Member of the New Mexico Senate from the 6th district
- Incumbent
- Assumed office December 20, 2019
- Preceded by: Carlos Cisneros

Member of the New Mexico House of Representatives from the 42nd district
- In office January 1995 – December 20, 2019
- Preceded by: Frederick Peralta
- Succeeded by: Daniel R. Barrone

Personal details
- Born: 1951 (age 74–75) Taos, New Mexico, U.S.
- Party: Democratic
- Education: University of New Mexico (BS) New Mexico Highlands University (MA)

= Roberto Gonzales =

American politician (born 1951)

Roberto 'Bobby' Jesse Gonzales (born 1951 in Taos, New Mexico) is an American politician and a Democratic member of the New Mexico House of Representatives representing District 42 since January 1995.

==Education==
Gonzales earned his BS from the University of New Mexico and his MA from New Mexico Highlands University.

==Career==
Prior to serving in the New Mexico House of Representatives, Gonzales was an educator.

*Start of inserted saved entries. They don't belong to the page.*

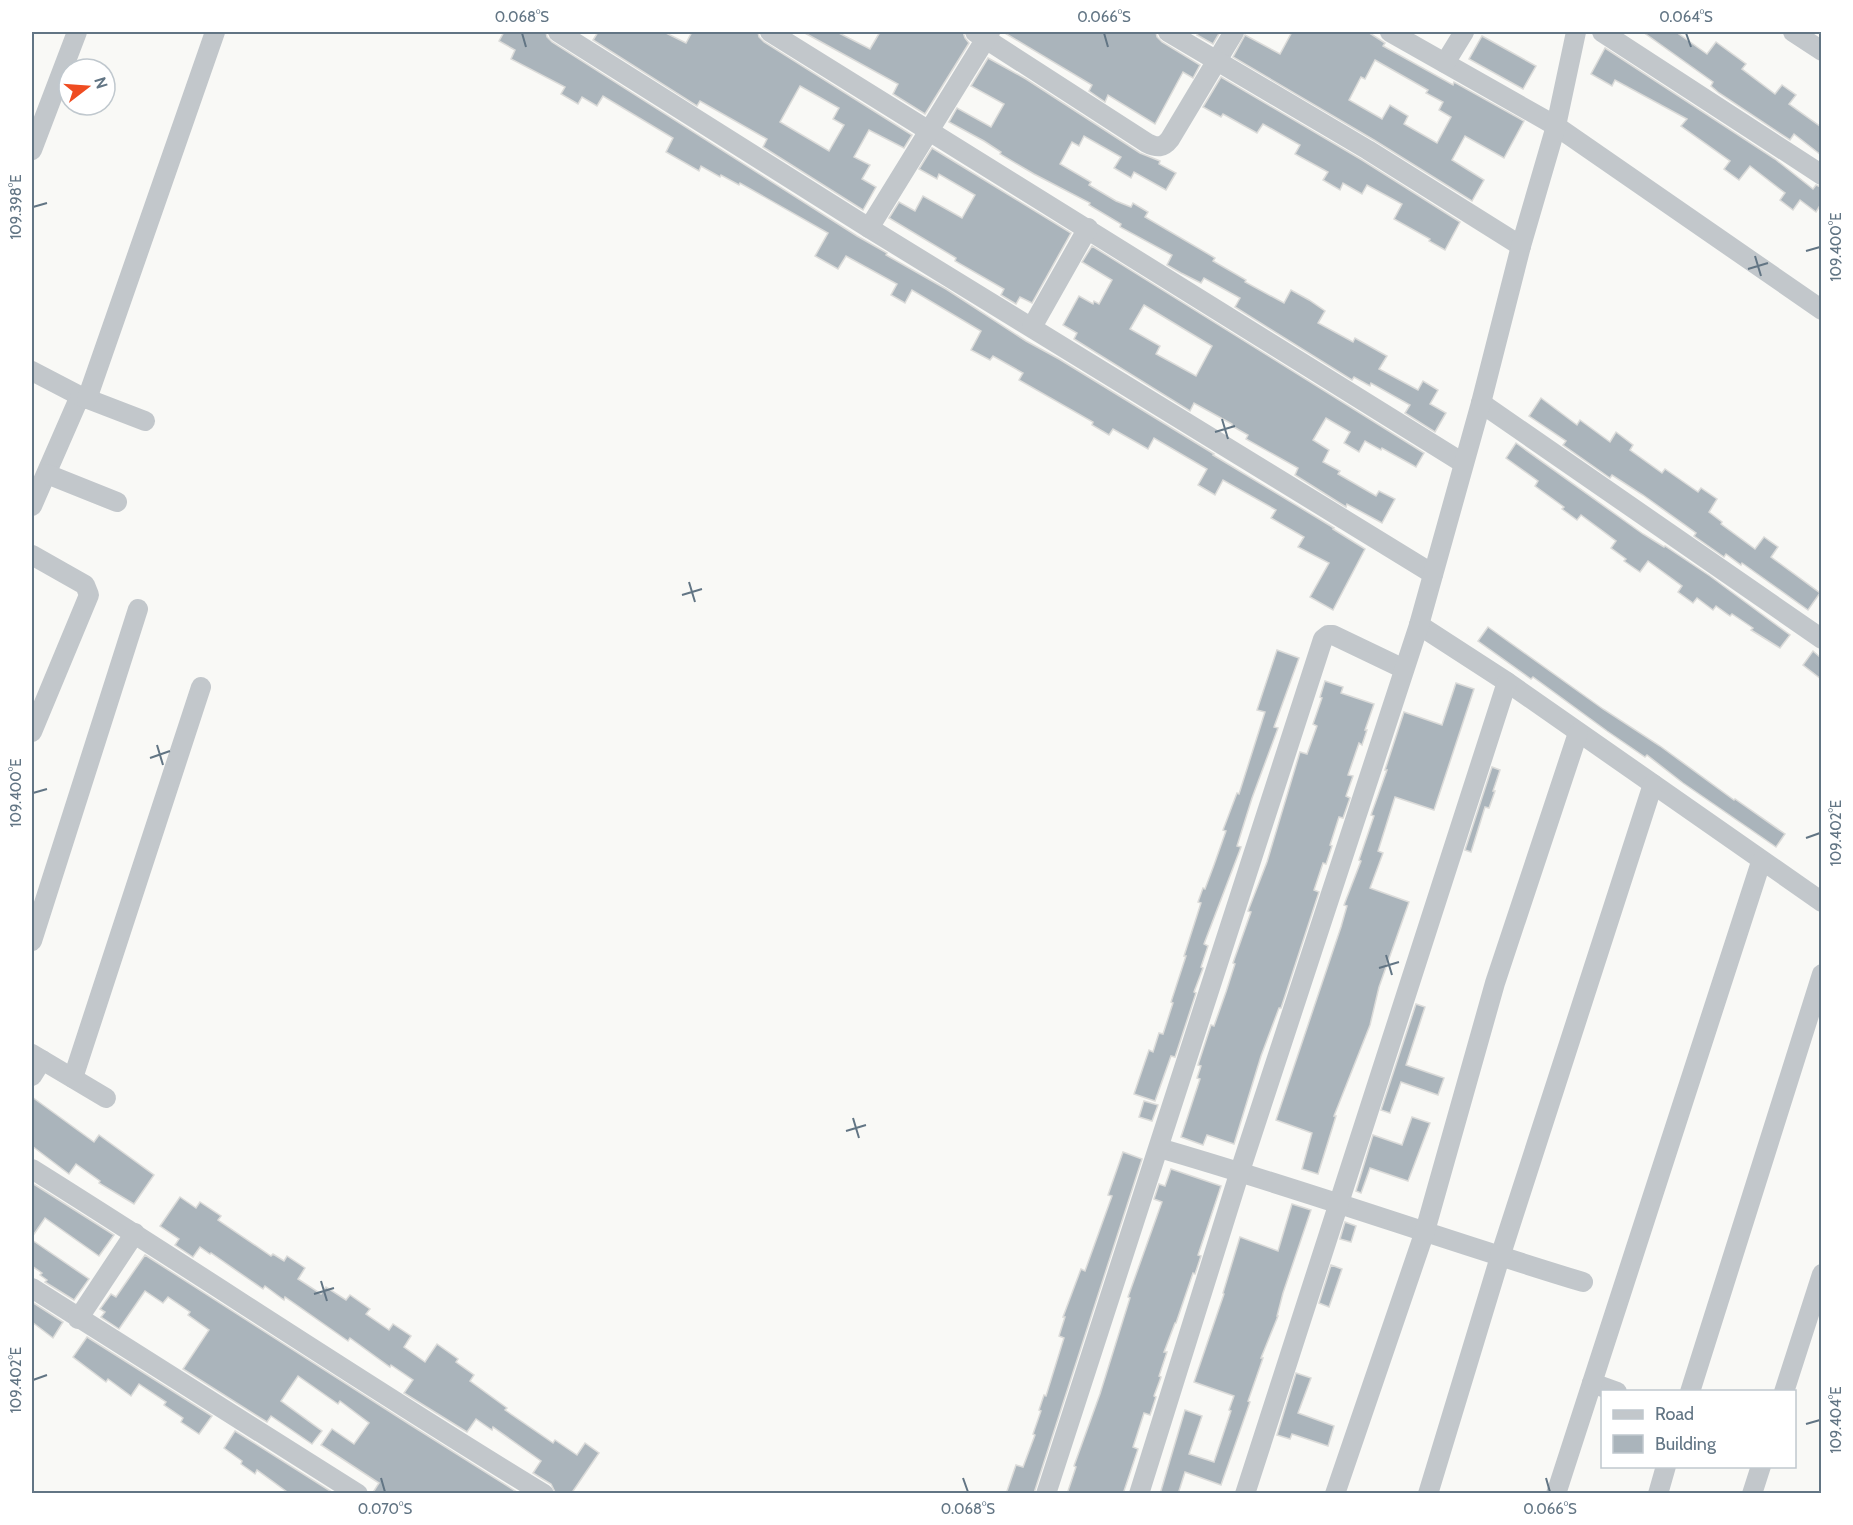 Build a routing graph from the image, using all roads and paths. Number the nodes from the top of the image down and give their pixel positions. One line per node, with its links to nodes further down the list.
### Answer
1 (77, 32): 18 (street)
2 (215, 32): 26 (street)
3 (558, 32): 20 (street)
4 (770, 32): 17 (street)
5 (1168, 32): 14 (street)
6 (1234, 32): 14 (street)
7 (1390, 32): 15 (street)
8 (1464, 32): 15 (street)
9 (1576, 32): 16 (street)
10 (1602, 32): 19 (street)
11 (1793, 32): 13 (street)
12 (983, 34): 14 (street); 17 (street)
13 (1821, 51)
14 (1216, 59): 22 (street)
15 (1445, 63): 16 (street)
16 (1556, 126): 22 (street); 23 (street)
17 (930, 131): 20 (street); 21 (street)
18 (32, 150)
19 (1821, 175)
20 (869, 228): 24 (street)
21 (1088, 228): 24 (street); 29 (street)
22 (1521, 246): 27 (street)
23 (1821, 310)
24 (1032, 327): 34 (street)
25 (32, 371): 26 (street)
26 (83, 397): 28 (street); 30 (street)
27 (1481, 403): 29 (street); 37 (street)
28 (145, 421)
29 (1463, 463): 34 (street)
30 (47, 474): 31 (street); 32 (street)
31 (117, 502)
32 (32, 506)
33 (32, 555): 41 (street)
34 (1433, 574): 36 (street)
35 (138, 609): 46 (street)
36 (1419, 625): 38 (street); 39 (street)
37 (1821, 639)
38 (1404, 669): 51 (street); 53 (street)
39 (1507, 682): 42 (street); 54 (street)
40 (201, 687): 49 (street)
41 (32, 732)
42 (1578, 733): 43 (street); 55 (street)
43 (1653, 784): 44 (street); 57 (street)
44 (1761, 862): 45 (street); 62 (street)
45 (1821, 902)
46 (32, 941)
47 (1821, 974): 64 (street)
48 (35, 1063): 49 (street)
49 (73, 1078): 50 (street)
50 (106, 1098)
51 (1159, 1148): 53 (street); 70 (street)
52 (32, 1168): 56 (street)
53 (1240, 1171): 54 (street); 71 (street)
54 (1337, 1204): 55 (street); 72 (street)
55 (1425, 1230): 57 (street); 73 (street)
56 (135, 1233): 61 (street); 69 (street)
57 (1500, 1257): 59 (street); 74 (street)
58 (1821, 1274): 65 (street)
59 (1583, 1282)
60 (32, 1288): 61 (street)
61 (78, 1319): 68 (street)
62 (1592, 1383): 63 (street); 75 (street)
63 (1611, 1390)
64 (1691, 1390)
65 (1785, 1390)
66 (1666, 1468): 76 (street)
67 (1761, 1468): 77 (street)
68 (358, 1494)
69 (544, 1494)
70 (1046, 1494)
71 (1138, 1494)
72 (1245, 1494)
73 (1335, 1494)
74 (1428, 1494)
75 (1556, 1494)
76 (1658, 1494)
77 (1752, 1494) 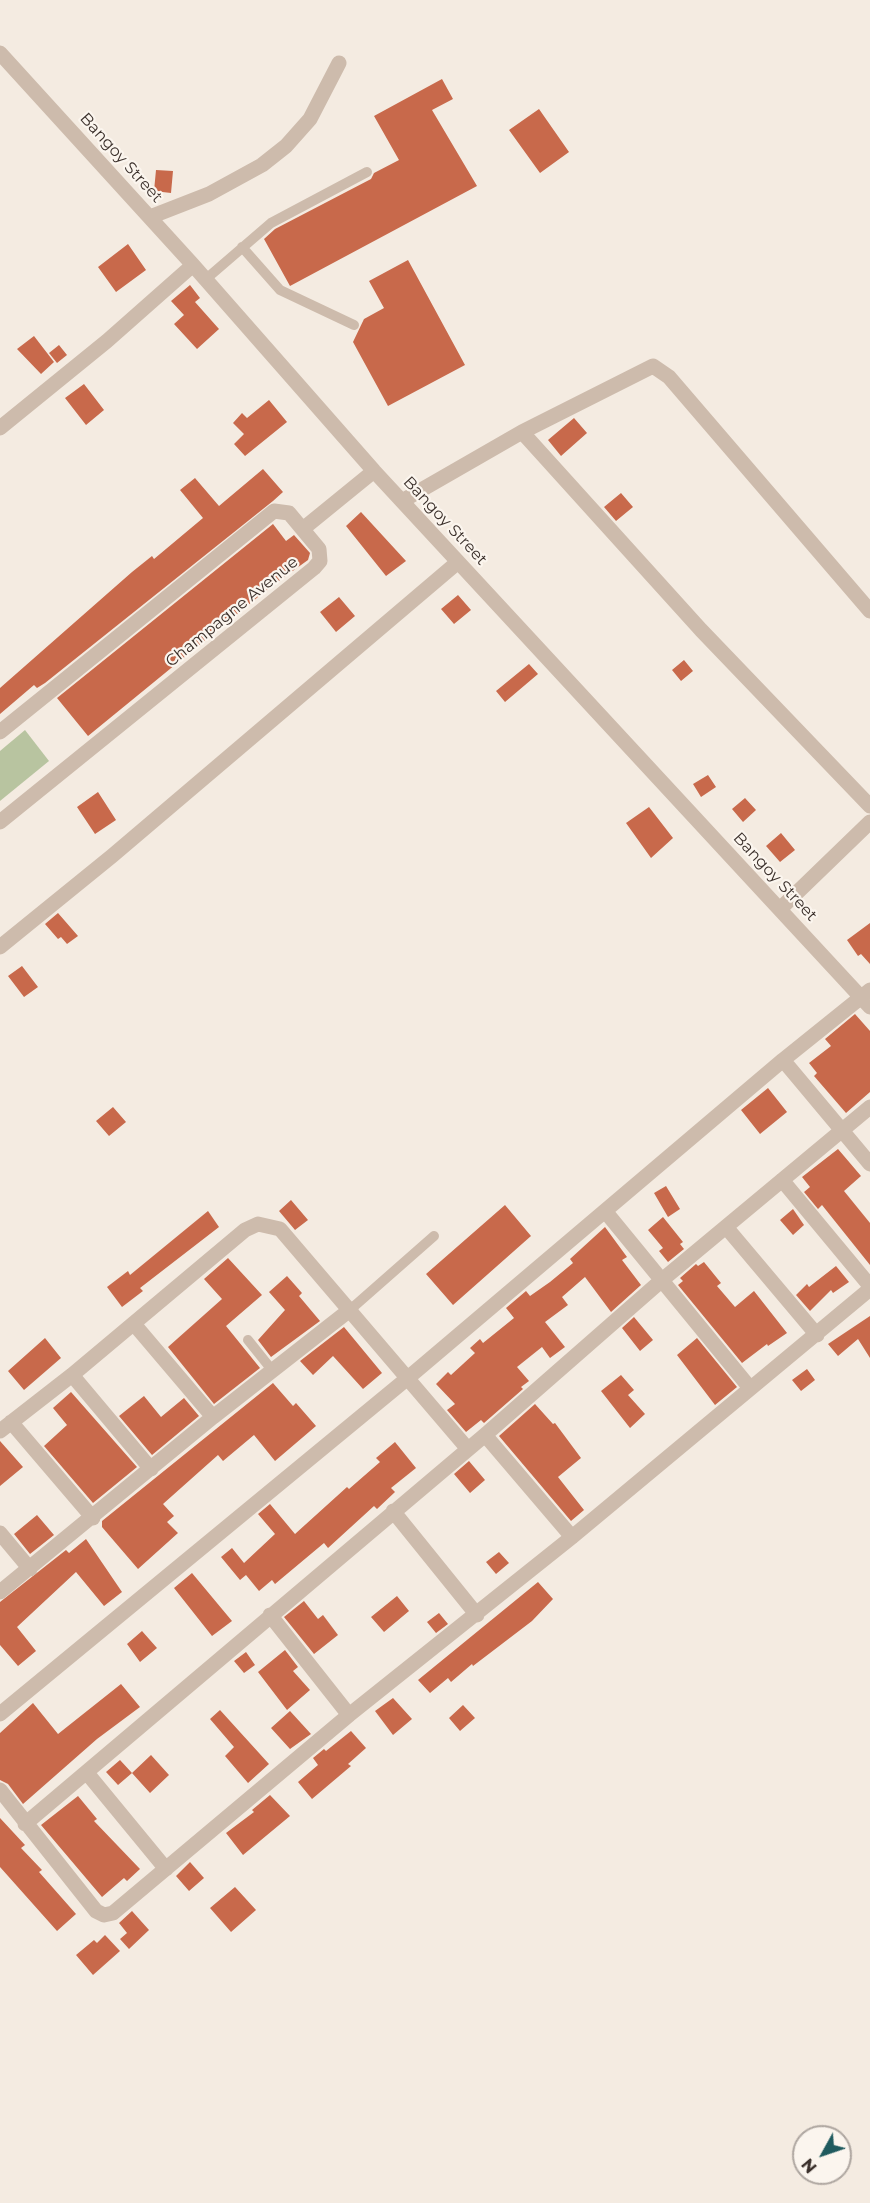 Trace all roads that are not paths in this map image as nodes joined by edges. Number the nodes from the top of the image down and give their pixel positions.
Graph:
1 (0, 52) edge
2 (339, 63) dead end
3 (367, 172) dead end
4 (150, 217) junction
5 (242, 247) junction
6 (193, 265) junction
7 (206, 279) junction
8 (354, 325) dead end
9 (0, 428) edge
10 (522, 432) junction
11 (374, 471) junction
12 (402, 501) junction
13 (304, 528) junction
14 (458, 562) junction
15 (870, 611) edge
16 (0, 732) edge
17 (870, 806) edge
18 (0, 822) edge
19 (870, 822) edge
20 (780, 909) junction
21 (0, 947) edge
22 (867, 998) edge
23 (783, 1059) junction
24 (870, 1107) edge
25 (842, 1130) junction
26 (870, 1164) edge
27 (782, 1180) junction
28 (605, 1211) junction
29 (726, 1227) junction
30 (434, 1236) dead end
31 (662, 1280) junction
32 (870, 1288) edge
33 (351, 1309) junction
34 (134, 1324) junction
35 (817, 1335) junction
36 (248, 1340) dead end
37 (272, 1370) junction
38 (72, 1375) junction
39 (409, 1377) junction
40 (750, 1388) junction
41 (213, 1417) junction
42 (6, 1427) edge
43 (484, 1435) junction
44 (467, 1448) junction
45 (151, 1468) junction
46 (393, 1511) junction
47 (93, 1518) junction
48 (0, 1533) edge
49 (572, 1537) junction
50 (30, 1569) junction
51 (0, 1592) edge
52 (270, 1615) junction
53 (477, 1615) junction
54 (0, 1714) edge
55 (349, 1715) junction
56 (87, 1773) junction
57 (0, 1790) edge
58 (25, 1824) junction
59 (166, 1869) junction

1 - 4 street, Bangoy Street
2 - 4 street
3 - 5 lane
4 - 6 street, Bangoy Street
5 - 7 lane
5 - 8 lane
6 - 7 street, Bangoy Street
6 - 9 street
7 - 11 street, Bangoy Street
10 - 12 street
10 - 15 street
10 - 17 street
11 - 12 street, Bangoy Street
11 - 13 street
12 - 14 street, Bangoy Street
13 - 16 street, Champagne Avenue
13 - 18 street, Champagne Avenue
14 - 20 street, Bangoy Street
14 - 21 street
19 - 20 street
20 - 22 street, Bangoy Street
22 - 23 street
23 - 25 street
23 - 28 street
24 - 25 street
25 - 26 street
25 - 27 street
27 - 29 street
27 - 32 street
28 - 31 street
28 - 39 street
29 - 31 street
29 - 35 street
30 - 33 lane
31 - 40 street
31 - 43 street
32 - 35 street
33 - 34 street
33 - 37 street
33 - 39 street
34 - 38 street
34 - 41 street
35 - 40 street
36 - 37 lane
37 - 41 street
38 - 42 street
38 - 45 street
39 - 44 street
39 - 54 street
40 - 49 street
41 - 45 street
42 - 47 street
43 - 44 street
43 - 49 street
44 - 46 street
45 - 47 street
46 - 52 street
46 - 53 street
47 - 50 street
48 - 50 street
49 - 53 street
50 - 51 street
52 - 55 street
52 - 56 street
53 - 55 street
55 - 59 street
56 - 58 street
56 - 59 street
57 - 58 street
58 - 59 street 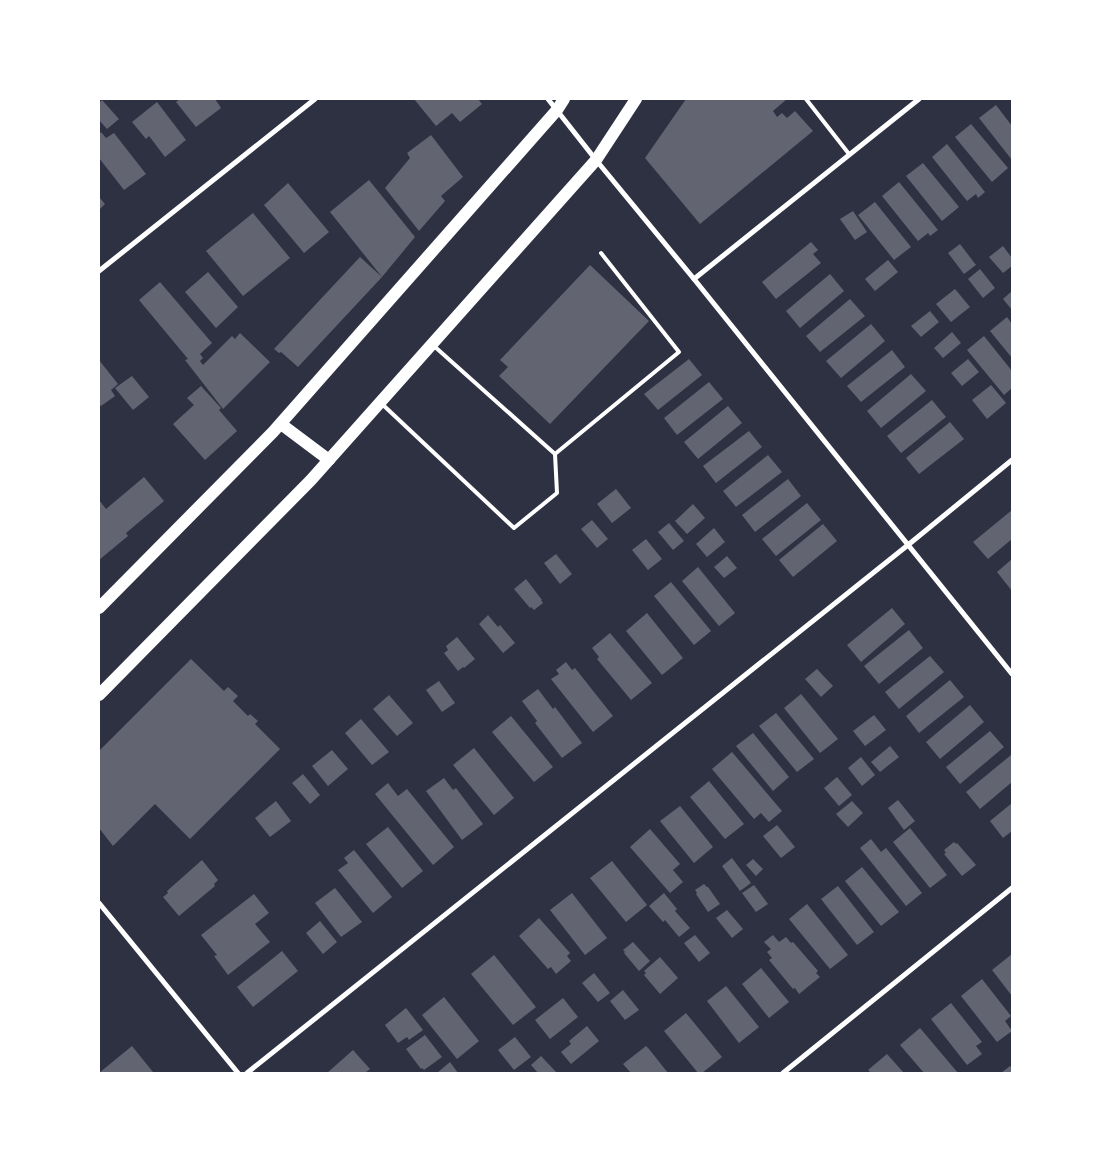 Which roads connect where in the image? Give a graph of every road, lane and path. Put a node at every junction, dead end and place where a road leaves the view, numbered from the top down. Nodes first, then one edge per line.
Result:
1 (316, 99) edge
2 (548, 99) edge
3 (636, 99) edge
4 (806, 99) edge
5 (919, 99) edge
6 (561, 104) edge
7 (850, 154) junction
8 (596, 160) junction
9 (601, 253) dead end
10 (99, 271) edge
11 (694, 279) junction
12 (432, 344) junction
13 (381, 402) junction
14 (281, 424) junction
15 (555, 454) junction
16 (329, 460) junction
17 (1012, 460) edge
18 (908, 546) junction
19 (99, 608) edge
20 (1012, 674) edge
21 (99, 695) edge
22 (1012, 888) edge
23 (99, 902) edge
24 (238, 1073) edge
25 (247, 1073) edge
26 (783, 1073) edge

1 - 10 street
2 - 6 street
3 - 8 main road
4 - 7 lane
5 - 7 street
6 - 8 street
6 - 14 main road
7 - 11 street
8 - 11 street
8 - 12 main road
9 - 15 lane
11 - 18 street
12 - 13 main road
12 - 15 lane
13 - 15 lane
13 - 16 main road
14 - 16 main road
14 - 19 main road
16 - 21 main road
17 - 18 street
18 - 20 street
18 - 25 street
22 - 26 street
23 - 24 street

When District 42 Democratic Representative Frederick Peralta left the Legislature and left the seat open, Gonzales ran in the five-way June 7, 1994 Democratic Primary, winning with 1,540 votes (36.5%) and won the November 8, 1994 General election with 4,205 votes (60.3%) against Republican nominee Telesfor Gonzales.

Gonzales was challenged in the June 4, 1996 Democratic Primary, winning with 2,969 votes (69.6%) and was unopposed for the November 5, 1996 General election.

Gonzales was unopposed for in his 1998, 2000, 2002, 2004, 2008, 2010, and 2012 Democratic primary campaigns.

After the death of Carlos Cisneros, Gonzales was appointed fill his vacant seat in the New Mexico Senate by Governor Michelle Lujan Grisham.